Skeletal landmark data:
=-=-=

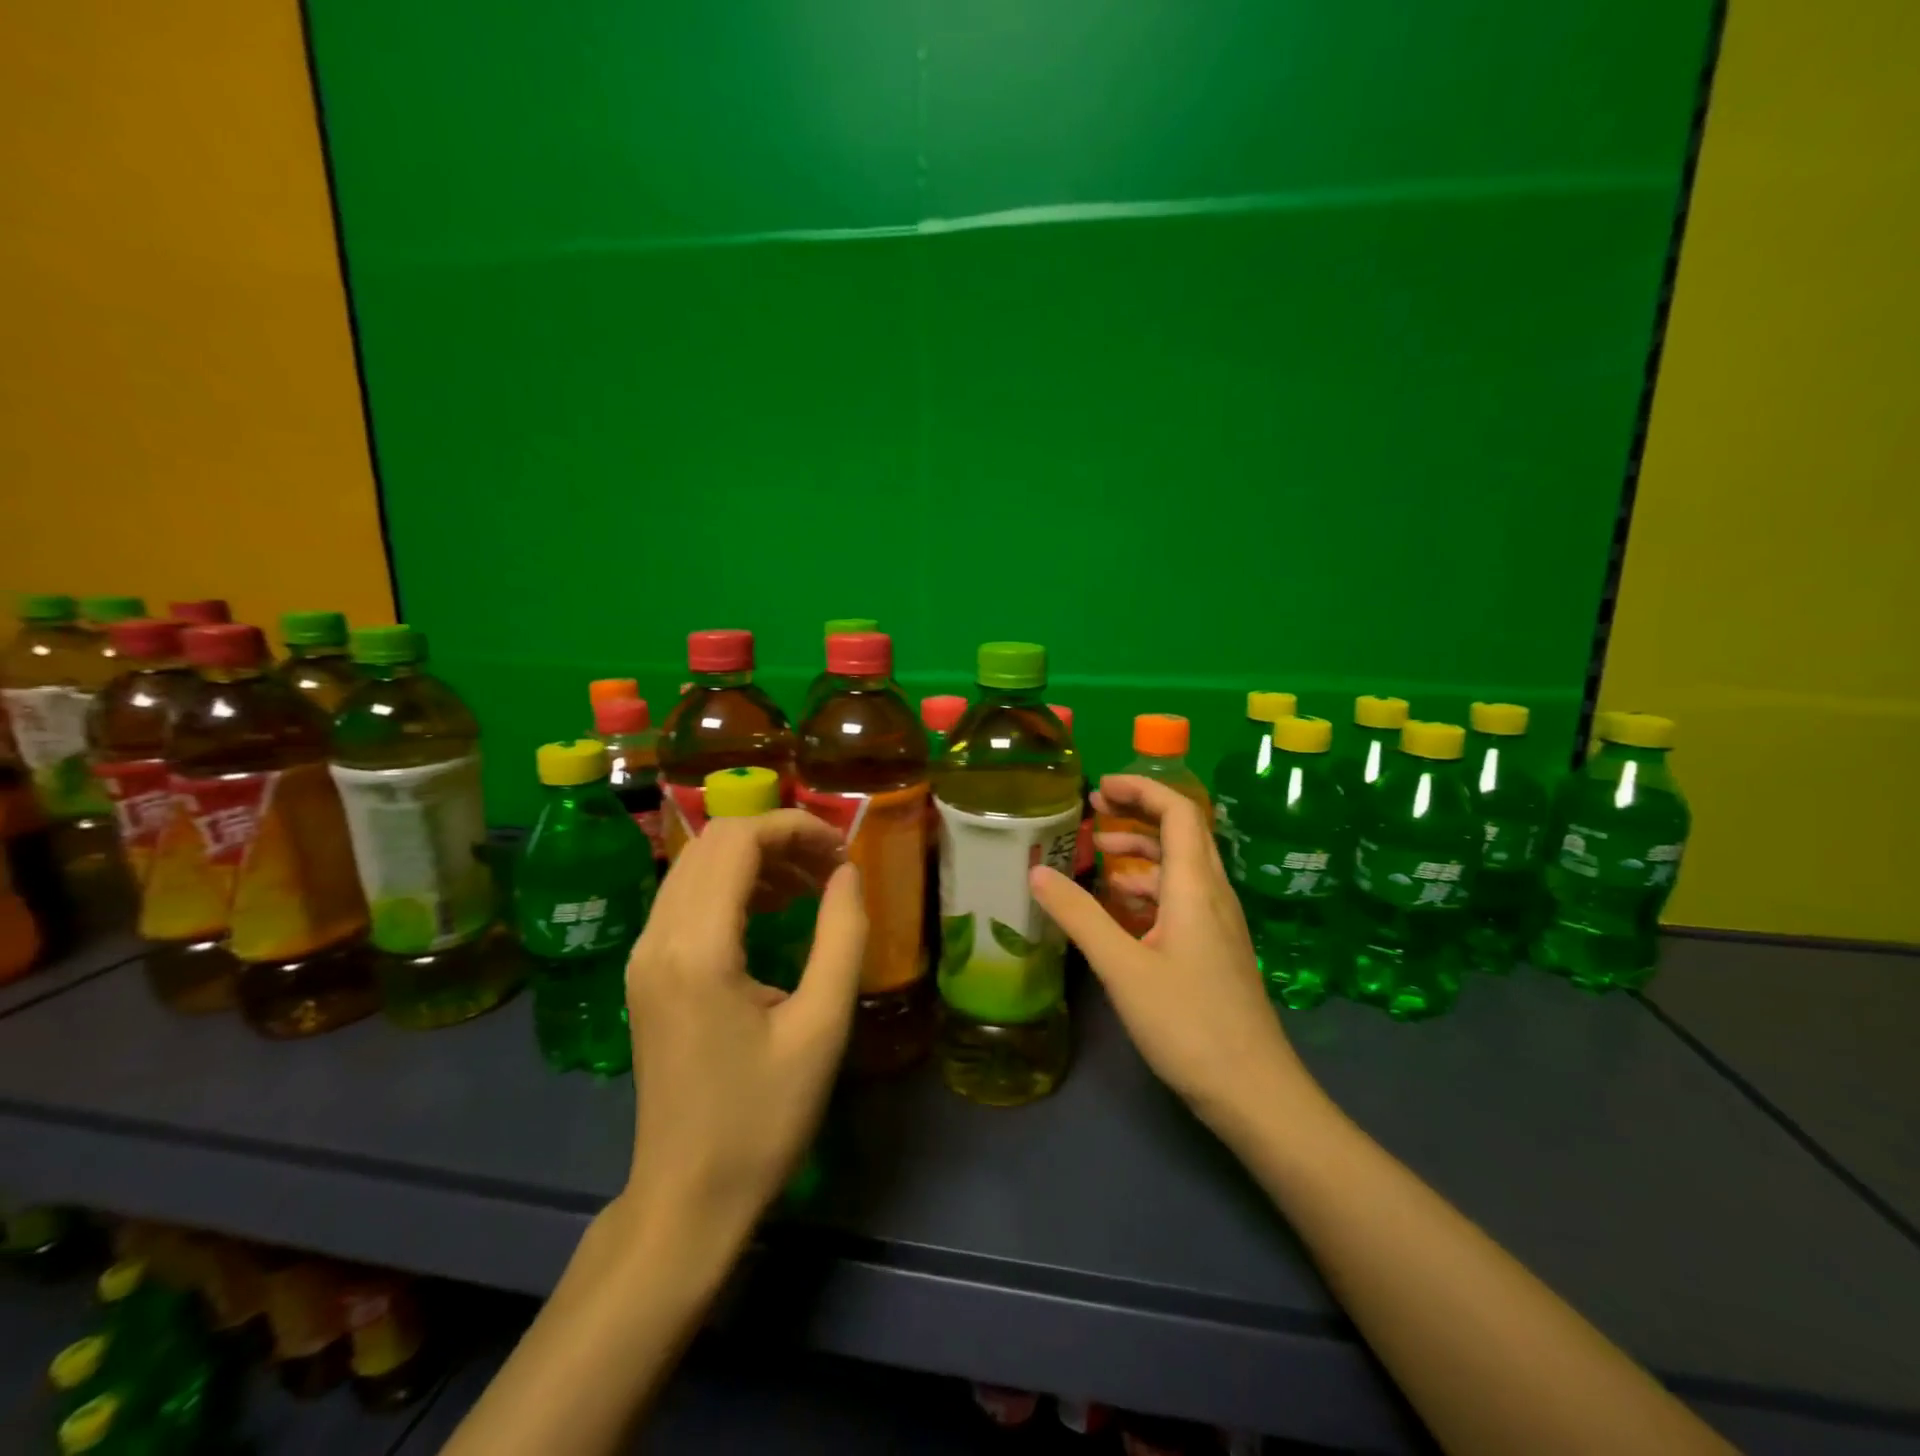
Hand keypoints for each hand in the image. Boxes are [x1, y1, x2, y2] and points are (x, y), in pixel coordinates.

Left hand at [620, 811, 866, 1239]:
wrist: (686, 1198)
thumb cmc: (763, 1118)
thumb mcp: (822, 1026)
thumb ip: (842, 936)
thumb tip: (848, 873)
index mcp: (698, 948)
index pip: (738, 840)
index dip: (796, 828)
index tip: (843, 853)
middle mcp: (658, 937)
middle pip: (713, 841)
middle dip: (778, 838)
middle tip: (831, 869)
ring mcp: (643, 954)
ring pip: (696, 864)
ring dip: (756, 858)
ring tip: (809, 886)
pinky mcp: (645, 972)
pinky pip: (686, 897)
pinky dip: (732, 885)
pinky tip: (771, 911)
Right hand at [1030, 774, 1311, 1133]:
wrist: (1255, 1093)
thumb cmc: (1189, 1025)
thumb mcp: (1124, 968)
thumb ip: (1079, 916)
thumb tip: (1037, 871)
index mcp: (1197, 887)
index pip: (1178, 812)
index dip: (1141, 790)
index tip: (1098, 787)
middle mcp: (1213, 895)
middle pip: (1182, 833)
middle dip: (1137, 813)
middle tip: (1092, 811)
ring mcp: (1218, 924)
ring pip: (1181, 868)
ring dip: (1141, 851)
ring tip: (1098, 854)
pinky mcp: (1215, 950)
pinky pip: (1181, 899)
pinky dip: (1149, 888)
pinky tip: (1120, 907)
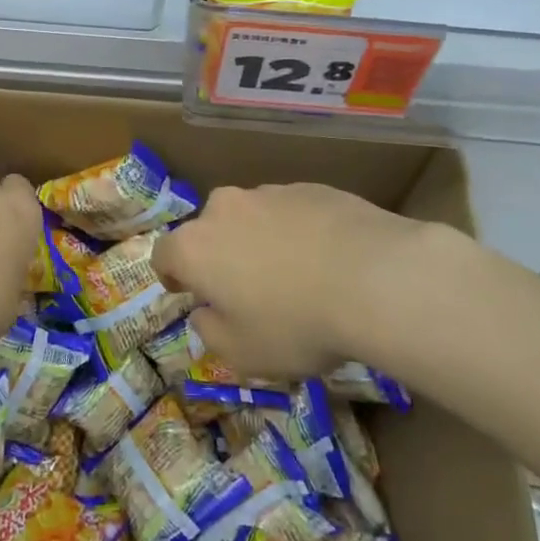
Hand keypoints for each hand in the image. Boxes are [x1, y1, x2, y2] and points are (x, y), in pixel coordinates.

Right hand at [153, 183, 444, 379]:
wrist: (375, 278)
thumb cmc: (294, 323)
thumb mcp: (241, 353)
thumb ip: (210, 331)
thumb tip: (206, 312)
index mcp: (195, 246)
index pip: (164, 255)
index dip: (173, 276)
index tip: (189, 294)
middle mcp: (224, 208)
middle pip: (210, 230)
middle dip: (220, 255)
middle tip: (247, 289)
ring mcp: (270, 192)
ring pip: (253, 218)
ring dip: (260, 241)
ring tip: (296, 275)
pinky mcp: (312, 187)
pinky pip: (292, 212)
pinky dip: (298, 232)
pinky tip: (328, 260)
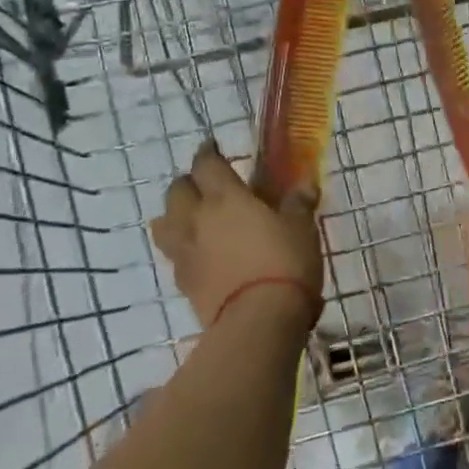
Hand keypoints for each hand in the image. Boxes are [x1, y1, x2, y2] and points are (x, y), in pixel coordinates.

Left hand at [150, 142, 323, 329]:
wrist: (258, 321)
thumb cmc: (284, 263)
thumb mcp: (301, 228)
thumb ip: (298, 203)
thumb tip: (304, 184)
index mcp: (225, 197)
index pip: (205, 164)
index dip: (208, 153)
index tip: (213, 147)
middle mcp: (197, 219)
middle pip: (176, 190)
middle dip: (188, 183)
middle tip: (207, 185)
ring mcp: (185, 252)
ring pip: (163, 222)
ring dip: (175, 214)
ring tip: (193, 218)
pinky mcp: (183, 282)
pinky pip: (174, 254)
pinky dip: (183, 247)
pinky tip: (200, 253)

=-=-=

● WHAT YOU ARE ASKED TO DO
Your answer should consist of the lines from the line with "middle pip: (713, 841)" to the line with "middle mcp: (1213, 895)" above, repeated exactly, both ends included.

● ANSWER TO THIS PROBLEM
middle pip: (713, 841)
middle dip: (778, 838)
middle tip: (831, 869)
ring mcp: (643, 954)
ring pip: (696, 864)
ring dip: (756, 858)
ring tip: (809, 886)
pinky mcp: (645, 972)
pinky pip: (686, 897)
pinky dip: (732, 885)
pinky tip: (771, 911)
Right hand at [1030, 774, 1311, 1133]:
wrist: (1255, 1093)
thumb cmc: (1189, 1025)
thumb mcp: (1124, 968)
thumb ip: (1079, 916)
thumb tip: (1037, 871)
index mcp: (1197, 887)
index pip: (1178, 812)
index dip: (1141, 790)
index tip: (1098, 787)
middle mcp: (1213, 895)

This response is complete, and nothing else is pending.